Kamino Finance is the latest Solana and defi project to unveil a token distribution plan based on a points system, a growing trend among cryptocurrency protocols.
Solana-based defi lender Kamino Finance will conduct its on-chain snapshot on March 31 ahead of a crypto airdrop for eligible early supports expected in April. At launch, 10% of Kamino’s 10 billion total supply will enter circulation.
Furthermore, its season one plan earmarked 7% of the total supply for Kamino’s Genesis community distribution. The token-sharing mechanism is linear, based on points users have accumulated over time. This means a user is entitled to 1% of the airdrop allocation if they own 1% of all points generated.
The protocol’s KMNO token unlocks governance privileges for holders, allowing users to contribute to Kamino’s future operations. According to the team, KMNO will deliver future utilities like control over incentive programs, revenue allocation, and voting for risk management strategies.
At launch, the Kamino Foundation will oversee the bulk of governance while laying the building blocks for progressive decentralization. The platform also announced a Season Two distribution roadmap emphasizing protocol participation and sustained user activity.
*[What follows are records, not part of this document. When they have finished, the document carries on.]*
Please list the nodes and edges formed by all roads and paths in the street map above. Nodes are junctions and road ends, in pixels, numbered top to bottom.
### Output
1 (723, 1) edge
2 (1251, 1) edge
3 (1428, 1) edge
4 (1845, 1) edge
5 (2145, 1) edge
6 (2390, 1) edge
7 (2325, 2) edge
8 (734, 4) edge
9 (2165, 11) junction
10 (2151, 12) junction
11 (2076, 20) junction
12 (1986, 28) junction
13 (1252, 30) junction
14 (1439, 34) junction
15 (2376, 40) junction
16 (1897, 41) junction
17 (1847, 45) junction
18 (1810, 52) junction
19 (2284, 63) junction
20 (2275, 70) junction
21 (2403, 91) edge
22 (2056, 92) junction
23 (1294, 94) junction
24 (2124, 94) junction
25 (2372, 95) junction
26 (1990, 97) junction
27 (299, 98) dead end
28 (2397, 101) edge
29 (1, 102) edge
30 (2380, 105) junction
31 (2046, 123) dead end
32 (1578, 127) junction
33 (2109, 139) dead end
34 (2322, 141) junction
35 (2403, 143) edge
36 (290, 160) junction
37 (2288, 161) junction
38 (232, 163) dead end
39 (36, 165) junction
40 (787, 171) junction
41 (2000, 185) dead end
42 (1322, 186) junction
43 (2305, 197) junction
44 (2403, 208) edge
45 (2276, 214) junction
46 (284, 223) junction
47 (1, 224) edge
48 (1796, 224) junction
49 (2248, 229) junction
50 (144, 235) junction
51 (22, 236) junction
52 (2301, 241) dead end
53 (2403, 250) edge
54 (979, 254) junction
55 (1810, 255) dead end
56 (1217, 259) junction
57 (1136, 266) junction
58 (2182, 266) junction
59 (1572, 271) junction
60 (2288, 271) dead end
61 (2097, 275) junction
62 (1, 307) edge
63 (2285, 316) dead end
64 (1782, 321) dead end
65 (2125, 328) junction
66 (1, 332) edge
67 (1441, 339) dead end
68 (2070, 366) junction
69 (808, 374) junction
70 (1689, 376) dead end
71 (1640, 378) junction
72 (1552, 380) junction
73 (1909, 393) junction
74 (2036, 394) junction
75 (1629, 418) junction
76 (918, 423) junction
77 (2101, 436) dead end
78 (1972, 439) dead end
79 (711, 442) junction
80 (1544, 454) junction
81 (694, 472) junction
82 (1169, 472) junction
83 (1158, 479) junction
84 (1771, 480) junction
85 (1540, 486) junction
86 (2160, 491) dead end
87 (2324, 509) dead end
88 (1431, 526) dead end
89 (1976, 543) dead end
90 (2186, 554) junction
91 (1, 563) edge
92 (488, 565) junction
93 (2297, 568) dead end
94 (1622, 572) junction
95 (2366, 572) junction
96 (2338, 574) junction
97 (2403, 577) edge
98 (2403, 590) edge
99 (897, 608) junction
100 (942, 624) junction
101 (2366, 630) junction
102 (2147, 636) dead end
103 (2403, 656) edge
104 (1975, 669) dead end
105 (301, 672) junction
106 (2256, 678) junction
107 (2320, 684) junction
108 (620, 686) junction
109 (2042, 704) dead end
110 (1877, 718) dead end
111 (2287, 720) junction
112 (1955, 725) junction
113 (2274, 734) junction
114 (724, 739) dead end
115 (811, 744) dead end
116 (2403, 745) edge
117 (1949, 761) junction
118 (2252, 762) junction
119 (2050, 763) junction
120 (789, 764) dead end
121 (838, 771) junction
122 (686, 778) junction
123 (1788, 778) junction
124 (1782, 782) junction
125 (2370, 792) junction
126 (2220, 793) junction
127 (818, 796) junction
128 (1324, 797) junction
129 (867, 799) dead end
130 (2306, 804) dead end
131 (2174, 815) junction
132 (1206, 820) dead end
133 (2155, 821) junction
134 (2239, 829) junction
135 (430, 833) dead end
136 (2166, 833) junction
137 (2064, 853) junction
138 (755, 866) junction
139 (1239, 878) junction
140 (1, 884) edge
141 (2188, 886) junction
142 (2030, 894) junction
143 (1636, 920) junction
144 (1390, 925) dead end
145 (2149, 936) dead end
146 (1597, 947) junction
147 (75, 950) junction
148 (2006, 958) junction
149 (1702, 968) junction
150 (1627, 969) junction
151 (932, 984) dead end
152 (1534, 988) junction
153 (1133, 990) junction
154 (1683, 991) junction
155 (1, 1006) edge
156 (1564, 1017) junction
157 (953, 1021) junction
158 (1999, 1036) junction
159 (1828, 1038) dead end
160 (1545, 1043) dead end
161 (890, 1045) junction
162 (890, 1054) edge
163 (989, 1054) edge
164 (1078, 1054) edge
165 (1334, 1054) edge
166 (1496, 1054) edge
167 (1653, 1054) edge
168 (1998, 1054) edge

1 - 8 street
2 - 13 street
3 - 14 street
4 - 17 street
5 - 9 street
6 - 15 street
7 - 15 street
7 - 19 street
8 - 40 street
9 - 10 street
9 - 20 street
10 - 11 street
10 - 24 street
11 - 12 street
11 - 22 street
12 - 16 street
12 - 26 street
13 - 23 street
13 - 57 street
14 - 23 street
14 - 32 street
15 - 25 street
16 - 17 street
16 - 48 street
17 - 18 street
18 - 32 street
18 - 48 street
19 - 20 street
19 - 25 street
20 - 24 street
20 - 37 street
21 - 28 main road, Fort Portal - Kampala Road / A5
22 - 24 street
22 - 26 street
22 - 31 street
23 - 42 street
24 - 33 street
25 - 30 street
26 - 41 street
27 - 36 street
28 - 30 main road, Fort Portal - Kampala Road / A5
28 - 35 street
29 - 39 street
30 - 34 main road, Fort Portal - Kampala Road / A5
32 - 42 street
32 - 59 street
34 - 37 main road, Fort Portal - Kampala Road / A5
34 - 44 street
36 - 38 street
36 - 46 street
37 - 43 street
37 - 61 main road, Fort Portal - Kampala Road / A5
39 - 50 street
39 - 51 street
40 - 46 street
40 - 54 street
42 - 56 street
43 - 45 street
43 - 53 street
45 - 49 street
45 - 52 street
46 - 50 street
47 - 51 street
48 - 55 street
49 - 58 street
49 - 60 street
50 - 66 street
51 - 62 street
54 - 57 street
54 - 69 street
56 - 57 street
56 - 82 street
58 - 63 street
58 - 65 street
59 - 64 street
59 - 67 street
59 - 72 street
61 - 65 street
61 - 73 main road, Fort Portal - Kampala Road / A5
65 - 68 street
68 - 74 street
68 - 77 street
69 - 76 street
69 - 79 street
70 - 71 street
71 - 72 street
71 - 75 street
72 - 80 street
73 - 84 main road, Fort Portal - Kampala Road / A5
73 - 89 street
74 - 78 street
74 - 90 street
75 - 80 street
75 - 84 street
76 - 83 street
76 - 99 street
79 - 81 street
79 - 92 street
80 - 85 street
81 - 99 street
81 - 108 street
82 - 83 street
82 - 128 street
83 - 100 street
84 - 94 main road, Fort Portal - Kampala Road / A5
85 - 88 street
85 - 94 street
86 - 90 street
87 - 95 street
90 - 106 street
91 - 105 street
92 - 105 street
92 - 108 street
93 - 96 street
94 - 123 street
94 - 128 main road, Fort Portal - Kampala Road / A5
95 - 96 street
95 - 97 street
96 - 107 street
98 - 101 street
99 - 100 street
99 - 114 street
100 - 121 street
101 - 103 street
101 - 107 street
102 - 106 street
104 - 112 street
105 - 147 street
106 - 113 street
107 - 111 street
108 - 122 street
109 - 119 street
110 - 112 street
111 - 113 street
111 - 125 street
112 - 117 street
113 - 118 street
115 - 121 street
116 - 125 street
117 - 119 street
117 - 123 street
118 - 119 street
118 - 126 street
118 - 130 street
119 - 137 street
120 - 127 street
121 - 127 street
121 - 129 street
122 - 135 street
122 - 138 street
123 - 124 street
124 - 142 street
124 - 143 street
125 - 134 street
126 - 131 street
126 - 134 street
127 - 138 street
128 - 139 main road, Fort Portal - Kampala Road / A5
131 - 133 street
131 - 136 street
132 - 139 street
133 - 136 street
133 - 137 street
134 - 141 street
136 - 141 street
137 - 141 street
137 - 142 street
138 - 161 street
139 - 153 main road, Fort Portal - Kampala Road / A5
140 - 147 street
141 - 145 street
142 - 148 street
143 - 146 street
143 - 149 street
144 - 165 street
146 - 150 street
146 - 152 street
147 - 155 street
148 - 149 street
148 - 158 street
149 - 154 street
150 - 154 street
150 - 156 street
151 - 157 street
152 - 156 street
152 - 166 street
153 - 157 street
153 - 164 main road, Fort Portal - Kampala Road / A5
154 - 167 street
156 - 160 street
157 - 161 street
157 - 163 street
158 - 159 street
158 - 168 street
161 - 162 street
Kamino Finance hit with backlash over early announcement
Kamino Finance users espoused disappointment with the early announcement despite efforts from the protocol to dampen airdrop farmers. The most common complaint pointed to whales having an opportunity to usurp early supporters, unlike other successful Solana airdrops like Jito.
Kamino Finance is a defi platform that allows users to earn a yield on Solana ecosystem tokens by borrowing and lending crypto collateral. Per DefiLlama, Kamino’s lending product has $514 million in total value locked (TVL), and may be considered a direct competitor to Margin Finance which has a $631 million TVL.